Amos 6:11
For, behold, the Lord commandeth, and he will smite the great house with breaches, and the little house with clefts.
Cross-reference
Amos 6:8 records God's oath to destroy the city — verse 11 then executes that sworn judgment.
Amos 3:15 similarly describes houses being destroyed — a parallel oracle underscoring God's judgment on Israel's pride.
Amos 9:1 similarly depicts God commanding to strike and shatter, reinforcing the theme of divine judgment on buildings and people.
Amos 3:6 teaches that disaster comes from the Lord, grounding the judgment command here in God's sovereignty.
Amos 3:7 reveals that God first discloses his plans to prophets, showing the destruction commanded here was foretold.
Amos 9:9 uses the same 'I will command' phrase and describes shaking Israel, though with a sifting metaphor rather than smashing.
2 Kings 25:9 records the burning of Jerusalem's great houses — fulfilling the destruction prophesied in Amos.
Isaiah 55:11 reinforces that God's word never fails — directly paralleling the unstoppable destruction ordered in Amos.
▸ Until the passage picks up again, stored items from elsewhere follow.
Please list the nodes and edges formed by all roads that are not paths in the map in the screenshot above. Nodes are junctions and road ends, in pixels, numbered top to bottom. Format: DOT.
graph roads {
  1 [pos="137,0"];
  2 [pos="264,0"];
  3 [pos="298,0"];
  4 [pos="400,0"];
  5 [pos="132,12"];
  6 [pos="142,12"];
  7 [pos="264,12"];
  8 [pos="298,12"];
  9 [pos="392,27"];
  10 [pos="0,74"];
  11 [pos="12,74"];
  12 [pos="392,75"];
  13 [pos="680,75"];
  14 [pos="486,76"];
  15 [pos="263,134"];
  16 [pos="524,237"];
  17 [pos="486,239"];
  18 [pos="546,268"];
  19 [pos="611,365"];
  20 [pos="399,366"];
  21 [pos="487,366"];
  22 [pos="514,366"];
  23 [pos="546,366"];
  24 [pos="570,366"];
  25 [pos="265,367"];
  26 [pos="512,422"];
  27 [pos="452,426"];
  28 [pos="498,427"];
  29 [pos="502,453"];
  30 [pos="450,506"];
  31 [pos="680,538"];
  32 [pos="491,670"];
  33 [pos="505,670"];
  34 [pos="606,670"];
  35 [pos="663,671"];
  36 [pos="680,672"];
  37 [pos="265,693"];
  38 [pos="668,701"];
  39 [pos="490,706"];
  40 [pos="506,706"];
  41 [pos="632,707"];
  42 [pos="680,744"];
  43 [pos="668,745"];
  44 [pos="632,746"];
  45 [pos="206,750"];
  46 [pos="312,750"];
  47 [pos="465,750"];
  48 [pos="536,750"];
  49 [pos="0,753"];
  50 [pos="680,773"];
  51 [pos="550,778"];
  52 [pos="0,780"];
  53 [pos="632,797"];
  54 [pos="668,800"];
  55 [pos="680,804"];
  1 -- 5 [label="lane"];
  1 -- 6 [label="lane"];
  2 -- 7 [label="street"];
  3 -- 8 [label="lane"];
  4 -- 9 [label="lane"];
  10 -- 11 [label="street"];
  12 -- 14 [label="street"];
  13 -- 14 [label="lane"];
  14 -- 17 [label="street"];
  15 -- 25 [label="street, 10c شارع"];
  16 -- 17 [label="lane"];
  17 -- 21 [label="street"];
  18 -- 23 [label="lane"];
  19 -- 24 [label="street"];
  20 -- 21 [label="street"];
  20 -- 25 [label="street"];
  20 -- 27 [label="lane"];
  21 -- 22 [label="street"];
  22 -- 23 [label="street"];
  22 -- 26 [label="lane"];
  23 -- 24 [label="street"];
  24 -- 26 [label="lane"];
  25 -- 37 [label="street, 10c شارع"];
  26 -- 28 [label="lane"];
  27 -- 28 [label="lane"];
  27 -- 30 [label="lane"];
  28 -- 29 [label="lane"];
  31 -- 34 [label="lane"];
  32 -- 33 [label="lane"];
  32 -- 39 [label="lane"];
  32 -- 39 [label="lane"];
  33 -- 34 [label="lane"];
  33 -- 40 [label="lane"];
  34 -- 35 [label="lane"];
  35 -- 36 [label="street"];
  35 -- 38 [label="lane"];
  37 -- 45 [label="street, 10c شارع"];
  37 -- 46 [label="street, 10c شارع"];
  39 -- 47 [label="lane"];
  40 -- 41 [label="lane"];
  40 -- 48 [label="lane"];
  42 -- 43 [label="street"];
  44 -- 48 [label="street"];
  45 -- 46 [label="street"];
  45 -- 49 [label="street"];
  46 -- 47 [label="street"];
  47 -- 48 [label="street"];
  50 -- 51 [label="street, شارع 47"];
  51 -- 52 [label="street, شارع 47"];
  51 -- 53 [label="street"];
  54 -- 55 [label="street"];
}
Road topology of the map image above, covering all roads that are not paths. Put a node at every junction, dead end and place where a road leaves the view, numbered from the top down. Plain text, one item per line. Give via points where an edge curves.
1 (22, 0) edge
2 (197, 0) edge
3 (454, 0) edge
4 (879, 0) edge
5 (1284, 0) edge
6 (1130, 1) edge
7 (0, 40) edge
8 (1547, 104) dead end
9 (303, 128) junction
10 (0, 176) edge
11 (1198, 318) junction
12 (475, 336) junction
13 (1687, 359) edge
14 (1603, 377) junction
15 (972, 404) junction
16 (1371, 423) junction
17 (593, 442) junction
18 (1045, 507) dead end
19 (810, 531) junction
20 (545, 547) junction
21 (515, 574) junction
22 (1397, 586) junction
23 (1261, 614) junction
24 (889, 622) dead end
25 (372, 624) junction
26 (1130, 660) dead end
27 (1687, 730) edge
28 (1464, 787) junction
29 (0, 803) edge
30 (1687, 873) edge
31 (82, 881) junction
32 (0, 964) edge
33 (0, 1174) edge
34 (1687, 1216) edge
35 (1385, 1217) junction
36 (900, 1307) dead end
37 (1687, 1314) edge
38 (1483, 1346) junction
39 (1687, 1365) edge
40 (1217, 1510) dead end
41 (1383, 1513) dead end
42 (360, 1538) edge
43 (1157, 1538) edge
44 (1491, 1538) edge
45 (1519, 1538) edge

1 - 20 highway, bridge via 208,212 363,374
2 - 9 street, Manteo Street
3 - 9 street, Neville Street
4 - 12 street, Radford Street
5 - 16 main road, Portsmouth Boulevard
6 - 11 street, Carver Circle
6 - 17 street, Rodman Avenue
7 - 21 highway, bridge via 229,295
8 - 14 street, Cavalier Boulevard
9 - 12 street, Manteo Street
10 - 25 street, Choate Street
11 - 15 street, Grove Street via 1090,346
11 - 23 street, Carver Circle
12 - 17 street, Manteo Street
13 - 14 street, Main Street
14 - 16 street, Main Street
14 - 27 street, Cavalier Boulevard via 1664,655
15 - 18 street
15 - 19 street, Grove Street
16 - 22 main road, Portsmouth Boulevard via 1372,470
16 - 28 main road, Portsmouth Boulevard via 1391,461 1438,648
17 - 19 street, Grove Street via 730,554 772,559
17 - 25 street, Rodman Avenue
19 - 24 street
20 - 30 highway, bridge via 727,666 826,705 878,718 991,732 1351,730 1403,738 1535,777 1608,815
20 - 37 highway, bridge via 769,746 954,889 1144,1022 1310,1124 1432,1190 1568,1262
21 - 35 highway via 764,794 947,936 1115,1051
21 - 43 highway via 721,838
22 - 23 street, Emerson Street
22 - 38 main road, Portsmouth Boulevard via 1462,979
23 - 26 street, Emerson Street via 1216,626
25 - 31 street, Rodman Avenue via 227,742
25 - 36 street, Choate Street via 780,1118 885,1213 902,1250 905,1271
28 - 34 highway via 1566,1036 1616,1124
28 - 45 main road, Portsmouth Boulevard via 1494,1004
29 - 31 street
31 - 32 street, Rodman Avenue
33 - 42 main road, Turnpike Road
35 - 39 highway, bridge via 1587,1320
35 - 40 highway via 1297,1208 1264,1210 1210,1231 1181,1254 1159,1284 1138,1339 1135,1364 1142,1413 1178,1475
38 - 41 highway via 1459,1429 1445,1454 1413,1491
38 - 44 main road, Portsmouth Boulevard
In Luke 19:44, Jesus' prophecy of Jerusalem's destruction mirrors Amos's image of houses smashed to pieces — both divine judgment reducing buildings to rubble.
In Isaiah 5:9, the same judgment of desolate houses appears — large and beautiful houses left empty, directly paralleling Amos's smashed houses.
Jeremiah 52:13 records the burning of great houses in Jerusalem — a direct historical fulfillment of the kind of judgment Amos prophesies.
Isaiah 10:5 presents Assyria as God's rod of anger, showing God uses agents to judge—here the command is to smash directly.
Isaiah 10:6 continues: God commands Assyria to plunder and trample—another example of God commanding destruction, though through a foreign nation.
Isaiah 13:3 has God commanding his consecrated ones to execute his anger—similar to the command here, but the agents are different.
Isaiah 46:11 emphasizes God's spoken word accomplishes its purpose — mirroring the effective command in Amos.